Appoggia una mano sullo schienale della panchina ma sposta lo sguardo in un altro punto.
- Ero spaventato, ero piccolo e avrei voluto sbattermi la testa al muro.-
Scoppio in una risata naturale e poi mi tappo la bocca con la mano in segno di rispetto.
- Che ti ridi?!- Mi domanda con un mezzo sorriso -
- Scusami!- Faccio. - Avrei reagito allo stesso modo, chiunque a vent'anni si sarebbe spaventato. - Rivelo seria.
Il cellulare vibra ma essendo un messaggio decido di ignorarlo.
- Già, ma oltre alla paura di non essere in grado io, c'era la paura che non fosse in grado Lucrezia. -
A queste parole cerco il suo sguardo che si è fermato sulla mia catenina d'argento, un regalo di Michael.
- Cosa intendi?- Domando con un'infinita sete di sapere.
Lucrezia era mia amica, ed è sempre stata una ragazza molto responsabile, quasi mi da fastidio che possa pensare questo di lei.
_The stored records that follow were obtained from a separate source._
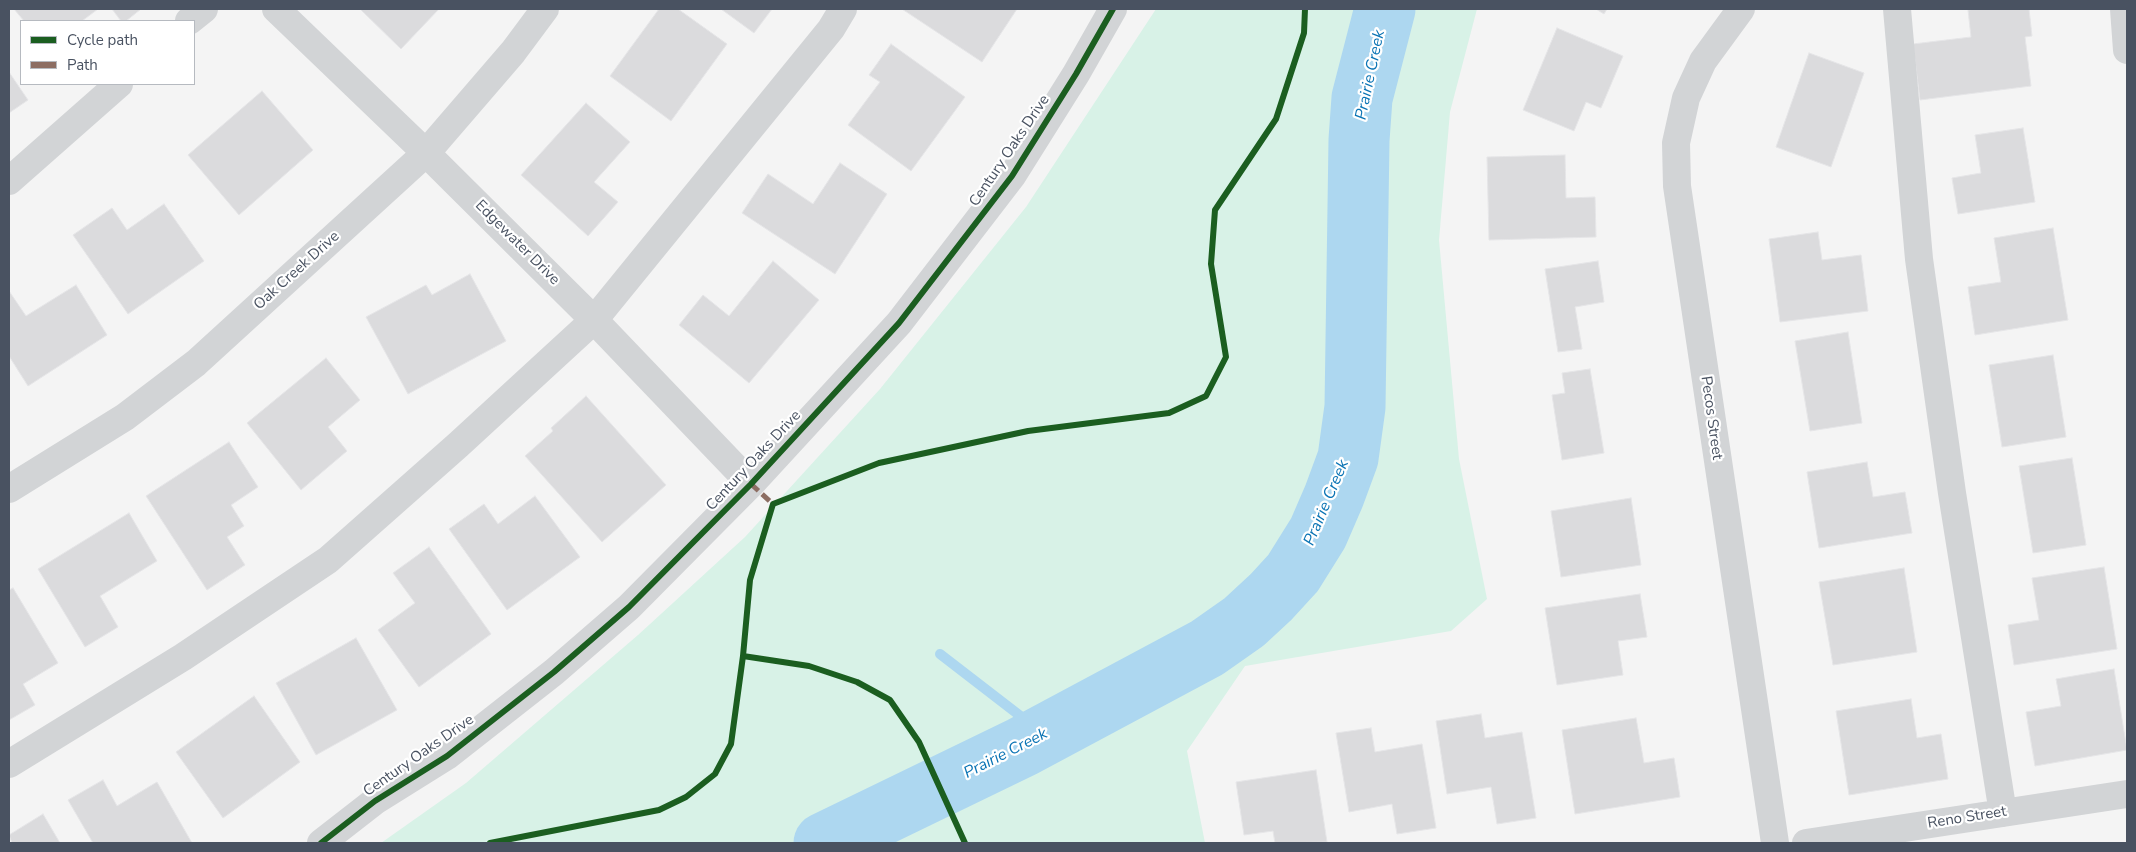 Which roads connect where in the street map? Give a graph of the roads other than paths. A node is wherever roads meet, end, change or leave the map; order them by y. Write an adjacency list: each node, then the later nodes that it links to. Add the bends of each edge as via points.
1 (204, 9): 9 (street)
2 (276, 9): 12 (street, Edgewater Drive)
3 (545, 9): 12 (street, Oak Creek Drive, via 513,52)
4 (843, 9): 14 (street, via 831,29)
5 (1113, 9): 15 (street, Century Oaks Drive, via 1076,74 1006,183 899,324)
6 (1741, 9): 21 (street, Pecos Street, via 1703,61 1686,98 1676,143 1677,186)
7 (1897, 9): 19 (street, via 1919,259 1952,493)
8 (2124, 9): 10 (street)
9 (190, 20)
10 (2127, 50)
11 (118, 85): 13 (street)
12 (426, 153): 14 (street, Edgewater Drive); 16 (street, Oak Creek Drive, via 196,362 125,417)
13 (9, 182)
14 (594, 320): 15 (street, Edgewater Drive); 17 (street, via 328,560 184,657)
15 (751, 484): 20 (street, Century Oaks Drive, via 629,607 554,672 447,756 375,801)
16 (9, 489)
17 (9, 764)
18 (2127, 794): 19 (street, Reno Street)
19 (2003, 812): 22 (street, Reno Street)
20 (321, 843)
21 (1775, 843)
22 (1806, 843)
In un secondo rabbrividisco alla vista di ciò che sento. Una voce piccola e agitata urla e sembra chiamare Matteo. Il piccolo Davide è fermo a tre metri da terra in un uno dei tubi di plastica colorati e semitrasparenti in cui i bambini più grandi di solito giocano.
-Cazzo!- Esclama Matteo correndo verso di lui.
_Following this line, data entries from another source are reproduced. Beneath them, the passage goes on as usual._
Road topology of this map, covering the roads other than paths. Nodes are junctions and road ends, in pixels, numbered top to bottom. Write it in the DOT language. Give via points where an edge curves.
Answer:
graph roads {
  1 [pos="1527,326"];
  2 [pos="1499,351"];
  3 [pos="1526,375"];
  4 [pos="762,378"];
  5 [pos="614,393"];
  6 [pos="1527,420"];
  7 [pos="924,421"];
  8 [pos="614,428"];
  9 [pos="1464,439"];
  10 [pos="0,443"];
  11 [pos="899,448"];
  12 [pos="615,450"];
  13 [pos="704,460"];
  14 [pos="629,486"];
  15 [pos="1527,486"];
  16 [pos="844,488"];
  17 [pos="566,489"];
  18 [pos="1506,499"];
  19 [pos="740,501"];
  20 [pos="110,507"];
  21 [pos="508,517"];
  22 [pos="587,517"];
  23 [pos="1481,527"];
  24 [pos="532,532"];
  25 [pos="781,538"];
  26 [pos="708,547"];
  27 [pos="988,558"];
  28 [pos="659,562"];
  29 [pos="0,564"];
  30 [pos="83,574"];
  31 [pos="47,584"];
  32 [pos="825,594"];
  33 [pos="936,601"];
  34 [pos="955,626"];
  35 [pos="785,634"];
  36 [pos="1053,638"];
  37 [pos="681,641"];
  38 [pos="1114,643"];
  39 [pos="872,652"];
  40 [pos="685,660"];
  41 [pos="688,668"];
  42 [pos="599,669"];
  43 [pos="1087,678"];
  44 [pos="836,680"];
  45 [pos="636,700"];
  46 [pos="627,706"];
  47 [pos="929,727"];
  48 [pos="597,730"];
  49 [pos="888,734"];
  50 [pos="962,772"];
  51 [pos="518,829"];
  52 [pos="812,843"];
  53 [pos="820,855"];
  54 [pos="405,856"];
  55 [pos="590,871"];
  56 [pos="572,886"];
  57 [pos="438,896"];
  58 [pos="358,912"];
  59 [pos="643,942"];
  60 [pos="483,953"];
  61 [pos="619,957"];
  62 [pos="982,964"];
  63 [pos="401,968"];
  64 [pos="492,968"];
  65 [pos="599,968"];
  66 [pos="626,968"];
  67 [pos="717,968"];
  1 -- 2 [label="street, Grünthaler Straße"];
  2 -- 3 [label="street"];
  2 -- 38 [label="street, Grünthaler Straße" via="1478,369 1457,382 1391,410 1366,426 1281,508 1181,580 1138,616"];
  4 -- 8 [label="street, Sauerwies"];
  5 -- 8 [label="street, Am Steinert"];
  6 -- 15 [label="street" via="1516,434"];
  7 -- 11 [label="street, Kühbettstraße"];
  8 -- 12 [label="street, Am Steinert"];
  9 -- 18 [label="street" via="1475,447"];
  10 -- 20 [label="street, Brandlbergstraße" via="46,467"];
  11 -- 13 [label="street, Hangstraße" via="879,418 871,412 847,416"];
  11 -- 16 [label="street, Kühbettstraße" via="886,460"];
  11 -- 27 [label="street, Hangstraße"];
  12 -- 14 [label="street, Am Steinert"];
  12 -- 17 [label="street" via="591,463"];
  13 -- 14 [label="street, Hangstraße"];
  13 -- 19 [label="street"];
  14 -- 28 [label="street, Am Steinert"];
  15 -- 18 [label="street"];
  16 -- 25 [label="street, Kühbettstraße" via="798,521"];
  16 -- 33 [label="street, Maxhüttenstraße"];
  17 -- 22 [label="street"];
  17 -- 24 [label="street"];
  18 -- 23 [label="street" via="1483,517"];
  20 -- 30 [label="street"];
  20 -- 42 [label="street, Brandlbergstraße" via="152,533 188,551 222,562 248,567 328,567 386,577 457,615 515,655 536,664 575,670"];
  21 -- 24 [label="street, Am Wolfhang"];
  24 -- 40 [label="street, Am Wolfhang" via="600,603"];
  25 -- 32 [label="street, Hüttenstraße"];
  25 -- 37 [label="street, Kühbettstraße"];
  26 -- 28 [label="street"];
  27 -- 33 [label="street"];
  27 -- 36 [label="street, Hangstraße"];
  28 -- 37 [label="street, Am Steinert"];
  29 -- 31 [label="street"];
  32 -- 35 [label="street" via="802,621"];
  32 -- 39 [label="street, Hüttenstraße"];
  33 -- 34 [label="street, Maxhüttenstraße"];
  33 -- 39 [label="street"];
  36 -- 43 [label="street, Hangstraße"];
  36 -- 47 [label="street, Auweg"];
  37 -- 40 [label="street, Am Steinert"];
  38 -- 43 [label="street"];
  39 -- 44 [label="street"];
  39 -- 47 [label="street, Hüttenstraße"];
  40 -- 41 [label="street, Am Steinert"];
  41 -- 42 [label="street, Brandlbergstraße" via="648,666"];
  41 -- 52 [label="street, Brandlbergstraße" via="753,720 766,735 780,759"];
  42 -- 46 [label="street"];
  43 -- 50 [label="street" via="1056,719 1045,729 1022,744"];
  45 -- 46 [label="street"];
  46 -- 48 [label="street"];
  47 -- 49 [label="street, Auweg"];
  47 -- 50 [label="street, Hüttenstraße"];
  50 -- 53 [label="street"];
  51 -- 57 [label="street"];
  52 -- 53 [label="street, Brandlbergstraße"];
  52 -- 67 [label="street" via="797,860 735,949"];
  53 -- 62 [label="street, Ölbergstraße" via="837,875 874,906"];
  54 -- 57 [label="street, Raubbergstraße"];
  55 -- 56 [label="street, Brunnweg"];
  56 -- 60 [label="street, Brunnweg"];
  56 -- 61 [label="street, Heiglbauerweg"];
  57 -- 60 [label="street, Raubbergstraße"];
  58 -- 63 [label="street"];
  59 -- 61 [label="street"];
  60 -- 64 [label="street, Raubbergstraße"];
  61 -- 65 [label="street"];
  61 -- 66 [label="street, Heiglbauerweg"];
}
Io spaventata come non mai mi precipito dietro lui.
- Non trova l'uscita!- Faccio io agitata e guardandomi intorno per cercare qualche bambino che lo tiri fuori ma sono tutti troppo piccoli.
Davide piange, è spaventato, e non mi capacito di come sia arrivato lassù.
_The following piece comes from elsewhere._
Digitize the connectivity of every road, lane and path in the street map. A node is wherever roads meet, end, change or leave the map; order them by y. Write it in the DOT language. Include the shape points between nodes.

Altri genitori assistono alla scena di Matteo che si arrampica ma è troppo grande per andare a recuperarlo e impreca contro il tubo.
- Cazzo! - Sferrando un pugno. -Davide tranquillo! Cammina avanti! Avanti piccolo!- Prova a fargli capire, ma è troppo piccolo per farlo e l'unica reazione è un fiume di lacrime ed urla.
-Faccia andare la signorina! - Esclama un signore anziano con la barba folta indicando me con il suo bastone.
Matteo mi guarda dalla testa ai piedi e io sento l'agitazione farsi largo dentro di me.